*** Opening of Given entries ***
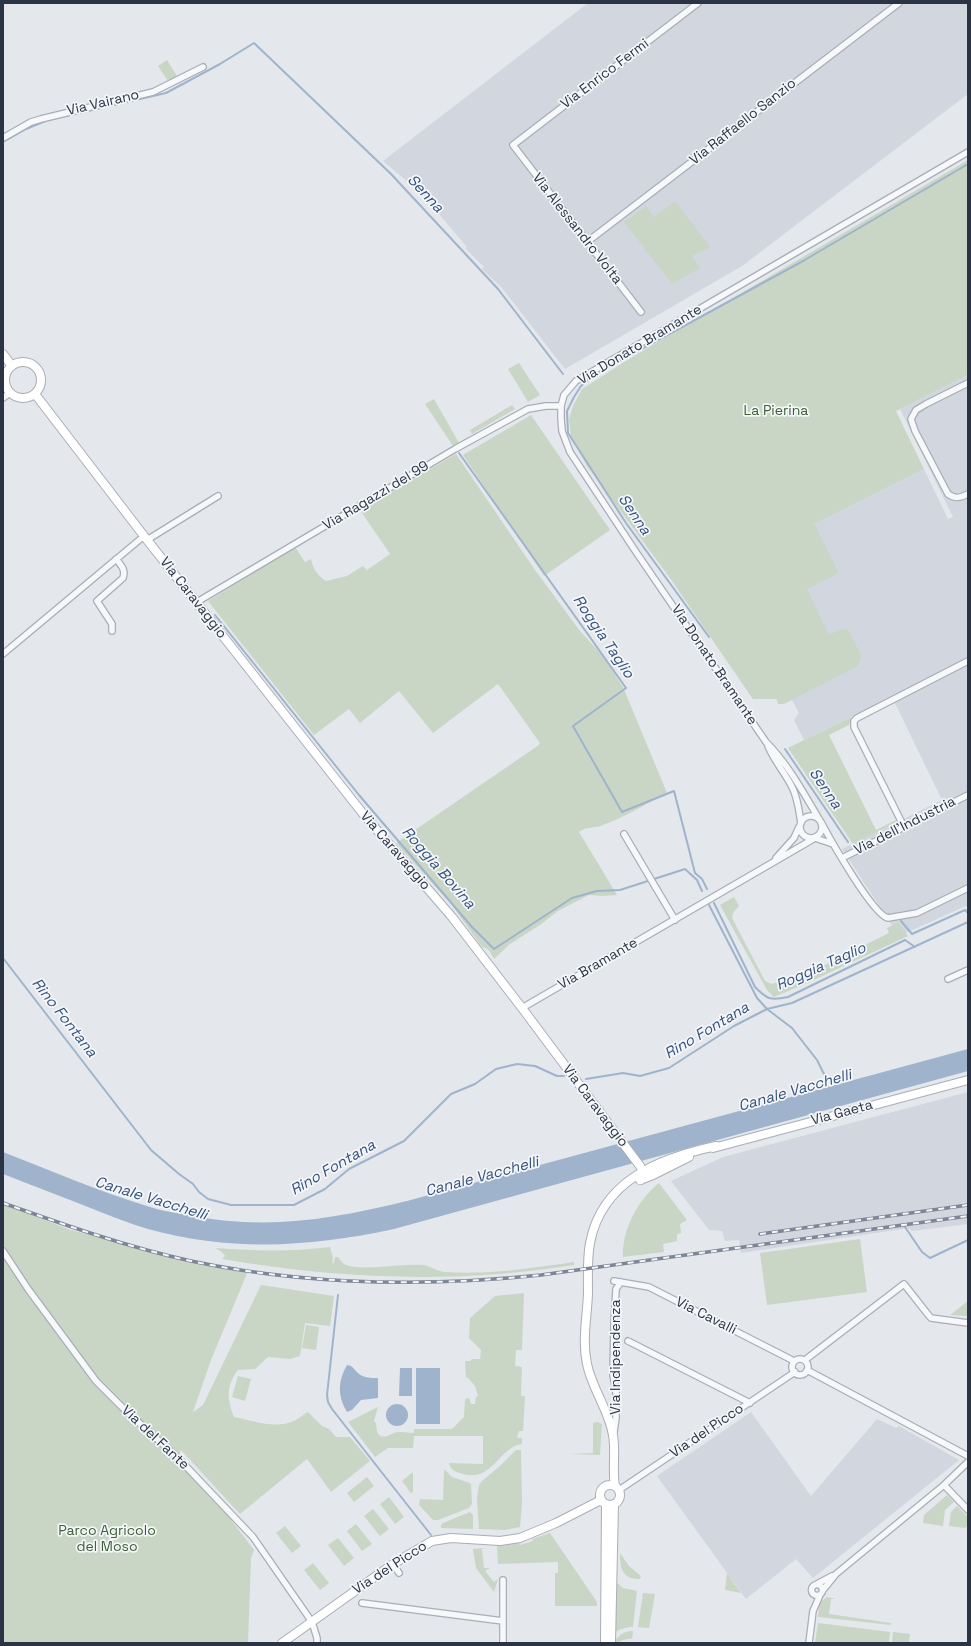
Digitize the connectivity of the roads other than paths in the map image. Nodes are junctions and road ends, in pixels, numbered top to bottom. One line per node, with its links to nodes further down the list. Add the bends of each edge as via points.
1 (698, 3): 5 (street, Via Enrico Fermi)
2 (898, 3): 7 (street, Via Raffaello Sanzio)
3 (203, 67): 4 (street, Via Vairano, via 153,92 31,122)
4 (3, 138)
5 (513, 145): 7 (street, Via Alessandro Volta)
6 (968, 152): 14 (street, Via Donato Bramante, via 576,381 564,395)
7 (587, 242): 8 (street, Via Alessandro Volta)
8 (641, 312)
9 (3, 354): 10 (street)
10 (12, 366): 12 (street, via 17,363 30,363 39,371 41,383); 13 (street, via 8,370 5,382)
11 (968, 383): 15 (street, via 916,410 911,419 948,494 957,498)
12 (35, 394): 13 (street, via 25,398); 17 (street, Via Caravaggio)
13 (6, 395)
14 (561, 406): 19 (street, Via Ragazzi del 99, via 528,410 464,444); 23 (street, Via Donato Bramante, via 562,431 570,452)
15 (968, 494)
16 (218, 496): 17 (street)
17 (145, 538): 18 (street); 19 (street, Via Caravaggio)
18 (116, 559): 20 (street, via 125,574 97,601 112,624); 21 (street)
19 (197, 602): 37 (street, Via Caravaggio, via 364,815 452,917)
20 (112, 631)
21 (3, 654)
22 (968, 661): 27 (street, via 854,721 854,727)
23 (766, 742): 25 (street, Via Donato Bramante, via 777,753); 26 (street, Via Donato Bramante, via 793,788 799,805)
24 (968, 795): 27 (street, Via dell'Industria)
25 (820, 821): 26 (street, via 809,816 802,819); 29 (street, via 821,833); 30 (street, Via Donato Bramante)
26 (800, 824): 29 (street, via 804,836); 32 (street, Via Bramante, via 794,838)
27 (904, 827): 31 (street, Via dell'Industria)
28 (624, 834): 34 (street)
29 (815, 838): 30 (street); 32 (street, Via Bramante)
30 (833, 844): 31 (street, Via Donato Bramante)
31 (842, 858): 33 (street, Via Donato Bramante, via 883,917 917,913)
32 (770, 864): 34 (street, Via Bramante)
33 (968, 888)
34 (675, 920): 37 (street, Via Bramante)
35 (968, 970): 36 (street)
36 (948, 978)
37 (522, 1008): 40 (street, Via Caravaggio)
38 (968, 1080): 39 (street, Via Gaeta)
39 (716, 1146): 40 (street, Via Gaeta); 40 (street, Via Gaeta, via 684,1155)
40 (643, 1172): 51 (street, Via Indipendenza, via 619,1188 605,1204 597,1219 589,1252 584,1341 589,1372)
41 (3, 1251): 70 (street, Via del Fante, via 96,1381 179,1459 252,1536)
42 (614, 1281): 43 (street, Via Cavalli)
43 (621, 1282): 47 (street, Via Cavalli, via 649,1287); 52 (street, Via Indipendenza, via 616,1289 614,1325 613,1369 616,1411)
44 (968, 1323): 46 (street, via 932,1318 904,1284)
45 (628, 1341): 50 (street)
46 (804, 1360): 47 (street); 48 (street)
47 (794, 1361): 49 (street, via 792,1366)
48 (807, 1370): 49 (street, via 801,1374); 53 (street)
49 (795, 1372): 50 (street, Via del Picco)
50 (750, 1403): 57 (street, Via del Picco)
51 (610, 1423): 52 (street, Via Indipendenza); 56 (street, Via Indipendenza, via 608,1476)
52 (613, 1434): 57 (street, Via Indipendenza, via 614,1476)
53 (968, 1456)
54 (968, 1462): 55 (street)
55 (944, 1485): 59 (street); 62 (street)
56 (604, 1486): 57 (street, via 611,1485); 58 (street, via 599,1494)
57 (617, 1488): 58 (street, via 620,1496)
58 (607, 1503): 60 (street, Via del Picco, via 526,1536 500,1541 441,1539 423,1545); 74 (street); 75 (street)
59 (968, 1510)
60 (393, 1564): 61 (street); 70 (street, Via del Picco)
61 (399, 1573)
62 (836, 1574): 64 (street); 66 (street)
63 (503, 1580): 69 (street)
64 (817, 1584): 65 (street, via 812,1586); 66 (street, via 822,1587)
65 (811, 1592): 66 (street, via 814,1595); 68 (street)
66 (821, 1592): 68 (street)
67 (362, 1603): 69 (street)
68 (814, 1611): 76 (street)
69 (503, 1621): 73 (street)
70 (312, 1622): 71 (street, Via del Picco); 72 (street)
71 (282, 1643)
72 (317, 1643)
73 (503, 1643)
74 (605, 1643)
75 (611, 1643)
76 (809, 1643)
*** Close of Given entries ***
### Activity
Everything above should be given again exactly, apart from the pictures.

### Solution
Digitize the connectivity of the roads other than paths in the map image. Nodes are junctions and road ends, in pixels, numbered top to bottom. One line per node, with its links to nodes further down the list. Add the bends of each edge as via points.
1 (698, 3): 5 (street, Via Enrico Fermi)
2 (898, 3): 7 (street, Via Raffaello Sanzio)
3 (203, 67): 4 (street, Via Vairano, via 153,92 31,122)
4 (3, 138)
5 (513, 145): 7 (street, Via Alessandro Volta)
6 (968, 152): 14 (street, Via Donato Bramante, via 576,381 564,395)
7 (587, 242): 8 (street, Via Alessandro Volta)
8 (641, 312)
9 (3, 354): 10 (street)
10 (12, 366): 12 (street, via 17,363 30,363 39,371 41,383); 13 (street, via 8,370 5,382)
11 (968, 383): 15 (street, via 916,410 911,419 948,494 957,498)
12 (35, 394): 13 (street, via 25,398); 17 (street, Via Caravaggio)
13 (6, 395)
14 (561, 406): 19 (street, Via Ragazzi del 99, via 528,410 464,444); 23 (street, Via Donato Bramante, via 562,431 570,452)
15 (968, 494)
16 (218, 496): 17 (street)
17 (145, 538): 18 (street); 19 (street, Via Caravaggio)
18 (116, 559): 20 (street, via 125,574 97,601 112,624); 21 (street)
19 (197, 602): 37 (street, Via Caravaggio, via 364,815 452,917)
20 (112, 631)
21 (3, 654)
22 (968, 661): 27 (street, via 854,721 854,727)
23 (766, 742): 25 (street, Via Donato Bramante, via 777,753); 26 (street, Via Donato Bramante, via 793,788 799,805)
24 (968, 795): 27 (street, Via dell'Industria)
25 (820, 821): 26 (street, via 809,816 802,819); 29 (street, via 821,833); 30 (street, Via Donato Bramante)
26 (800, 824): 29 (street, via 804,836); 32 (street, Via Bramante, via 794,838)
27 (904, 827): 31 (street, Via dell'Industria)
28 (624, 834): 34 (street)
29 (815, 838): 30 (street); 32 (street, Via Bramante)
30 (833, 844): 31 (street, Via Donato Bramante)
31 (842, 858): 33 (street, Via Donato Bramante, via 883,917 917,913)
32 (770, 864): 34 (street, Via Bramante)
33 (968, 888)
34 (675, 920): 37 (street, Via Bramante)
35 (968, 970): 36 (street)
36 (948, 978)
37 (522, 1008): 40 (street, Via Caravaggio)
38 (968, 1080): 39 (street, Via Gaeta)
39 (716, 1146): 40 (street, Via Gaeta); 40 (street, Via Gaeta, via 684,1155)
40 (643, 1172): 51 (street, Via Indipendenza, via 619,1188 605,1204 597,1219 589,1252 584,1341 589,1372)
41 (3, 1251): 70 (street, Via del Fante, via 96,1381 179,1459 252,1536)
42 (614, 1281): 43 (street, Via Cavalli)
43 (621, 1282): 47 (street, Via Cavalli, via 649,1287); 52 (street, Via Indipendenza, via 616,1289 614,1325 613,1369 616,1411)
44 (968, 1323): 46 (street, via 932,1318 904,1284)
45 (628, 1341): 50 (street)
46 (804, 1360): 47 (street); 48 (street)
47 (794, 1361): 49 (street, via 792,1366)
48 (807, 1370): 49 (street, via 801,1374); 53 (street)
49 (795, 1372): 50 (street, Via del Picco)
50 (750, 1403): 57 (street, Via del Picco)
51 (610, 1423): 52 (street, Via Indipendenza); 56 (street, Via Indipendenza, via 608,1476)
52 (613, 1434): 57 (street, Via Indipendenza, via 614,1476)
53 (968, 1456)
54 (968, 1462): 55 (street)
55 (944, 1485): 59 (street); 62 (street)
56 (604, 1486): 57 (street, via 611,1485); 58 (street, via 599,1494)
57 (617, 1488): 58 (street, via 620,1496)
58 (607, 1503): 60 (street, Via del Picco, via 526,1536 500,1541 441,1539 423,1545); 74 (street); 75 (street)
59 (968, 1510)
60 (393, 1564): 61 (street); 70 (street, Via del Picco)
61 (399, 1573)
62 (836, 1574): 64 (street); 66 (street)
63 (503, 1580): 69 (street)
64 (817, 1584): 65 (street, via 812,1586); 66 (street, via 822,1587)
65 (811, 1592): 66 (street, via 814,1595); 68 (street)
66 (821, 1592): 68 (street)
67 (362, 1603): 69 (street)
68 (814, 1611): 76 (street)
69 (503, 1621): 73 (street)
70 (312, 1622): 71 (street, Via del Picco); 72 (street)
71 (282, 1643)
72 (317, 1643)
73 (503, 1643)
74 (605, 1643)
75 (611, 1643)
76 (809, 1643)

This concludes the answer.